The comparison between anaplastic oligodendroglial tumors (WHO grade III) with and without LOH 1p/19q revealed a total set of 20 discriminating genes, among which RPL18, ZIN, the D-site of albumin promoter-binding protein gene DBP (19q13.33, OMIM 124097) and FLJ10781 (19q13.33) mapped to the 19q13.3 candidate region (Fig. 3b). PAM analysis of WHO grade II gliomas with and without LOH 1p/19q revealed a total of 14 discriminating genes, only 2 of which, namely the genes for isoprenylcysteine carboxyl methyltransferase (ICMT, 1p36.31, OMIM 605851) and FTL, were from our 1p or 19q candidate regions (Fig. 3c).

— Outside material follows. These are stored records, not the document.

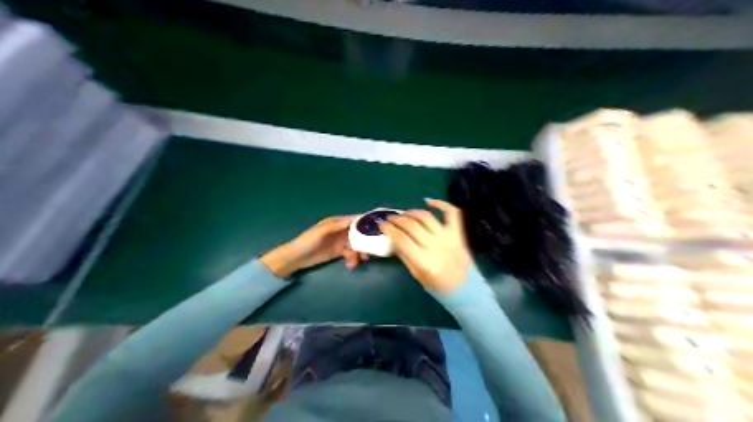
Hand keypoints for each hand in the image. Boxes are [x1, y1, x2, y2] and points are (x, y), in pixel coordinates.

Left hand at [259, 217, 367, 278]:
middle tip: (372, 250)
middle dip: (365, 241)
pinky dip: (353, 259)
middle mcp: (341, 230)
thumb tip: (353, 220)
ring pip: (356, 245)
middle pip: (358, 233)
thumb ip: (336, 226)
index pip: (354, 220)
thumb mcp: (321, 232)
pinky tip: (351, 265)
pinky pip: (350, 254)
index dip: (365, 222)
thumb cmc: (307, 241)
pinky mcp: (339, 252)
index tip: (377, 227)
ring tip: (359, 261)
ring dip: (359, 253)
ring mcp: (340, 241)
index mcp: (337, 222)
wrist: (296, 258)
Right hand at [383, 200, 468, 294]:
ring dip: (412, 212)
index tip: (381, 225)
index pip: (401, 238)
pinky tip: (428, 201)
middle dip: (397, 219)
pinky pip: (451, 213)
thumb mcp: (417, 275)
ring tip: (404, 214)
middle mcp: (435, 245)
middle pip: (411, 225)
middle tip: (390, 218)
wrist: (466, 289)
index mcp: (423, 260)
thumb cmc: (439, 286)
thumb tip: (394, 240)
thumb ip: (405, 256)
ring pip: (426, 217)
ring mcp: (448, 237)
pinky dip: (441, 204)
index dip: (389, 229)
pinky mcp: (458, 233)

In all the 3 comparisons (Figs. 3a–3c), the discriminating genes from 1p and 19q were always expressed at higher levels in tumors without allelic losses on 1p and 19q when compared to tumors with LOH 1p/19q.

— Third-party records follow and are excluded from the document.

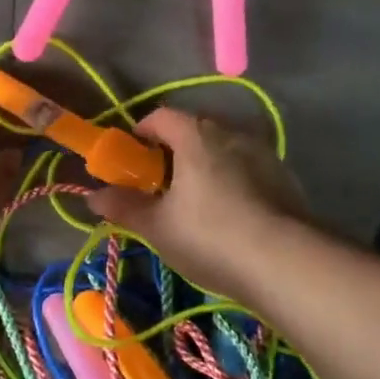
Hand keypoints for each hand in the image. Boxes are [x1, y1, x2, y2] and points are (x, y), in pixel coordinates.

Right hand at [85, 108, 304, 297]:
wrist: (286, 262)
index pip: (162, 116)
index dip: (141, 132)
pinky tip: (230, 216)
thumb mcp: (157, 226)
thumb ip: (124, 207)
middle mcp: (232, 133)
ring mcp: (264, 154)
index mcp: (196, 136)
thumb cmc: (209, 236)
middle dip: (173, 151)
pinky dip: (233, 182)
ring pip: (224, 150)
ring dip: (205, 166)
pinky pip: (248, 170)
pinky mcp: (286, 178)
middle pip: (194, 131)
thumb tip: (92, 196)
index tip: (131, 157)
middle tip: (160, 185)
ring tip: (195, 203)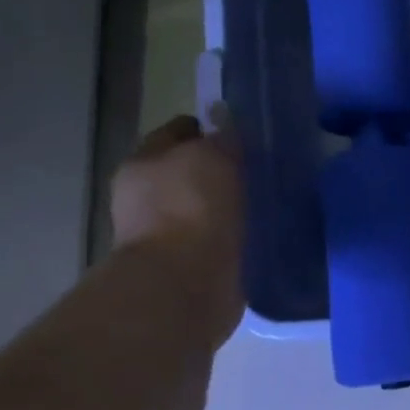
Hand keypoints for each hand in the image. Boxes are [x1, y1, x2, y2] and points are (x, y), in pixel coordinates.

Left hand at [111, 114, 244, 341]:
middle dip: (221, 169)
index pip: (179, 131)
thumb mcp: (212, 154)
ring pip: (205, 206)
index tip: (243, 135)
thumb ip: (222, 137)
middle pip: (190, 171)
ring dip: (230, 204)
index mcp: (143, 163)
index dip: (209, 128)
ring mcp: (165, 234)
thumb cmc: (191, 208)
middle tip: (260, 168)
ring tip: (266, 201)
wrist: (184, 285)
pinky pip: (217, 239)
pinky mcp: (188, 266)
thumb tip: (227, 125)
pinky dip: (234, 235)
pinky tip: (259, 231)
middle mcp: (147, 197)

PAM analysis of the expression profiles in WHO grade II oligodendrogliomas (n = 7) vs. those in anaplastic oligodendrogliomas (WHO grade III) (n = 14) independent from the allelic status on 1p and 19q revealed 35 discriminating genes, which included 5 genes located within 1p36.13-p36.31 or 19q13.2-q13.33, namely the gene for cytoplasmic phospholipase A2 gamma (PLA2G4C, 19q13.3, OMIM 603602), the v-rel avian reticuloendotheliosis viral oncogene homolog B gene (RELB, 19q13.2-q13.3, OMIM 604758), the transcription factor ZNF114 gene (ZNF114, 19q13.2), the gene for neuronal PAS domain protein 1 (NPAS1, 19q13.32) and the clone NT_028054.21 (1p36) (Fig. 3d). All 5 genes were expressed at higher levels in WHO grade II oligodendrogliomas when compared to the anaplastic tumors, suggesting that their downregulation may be important for the malignant progression of oligodendrogliomas. Among the genes from other chromosomes that were downregulated in anaplastic oligodendrogliomas was the putative tumor suppressor gene EP300 at 22q13.2, which constituted the top discriminating gene in the respective centroid (Fig. 3d). PAM analysis of WHO grade II oligodendrogliomas with LOH 1p/19q (n = 5) vs. WHO grade III anaplastic oligodendrogliomas with LOH 1p/19q (n = 8) revealed only 4 discriminating genes, none of which mapped to 1p or 19q (Fig. 3e).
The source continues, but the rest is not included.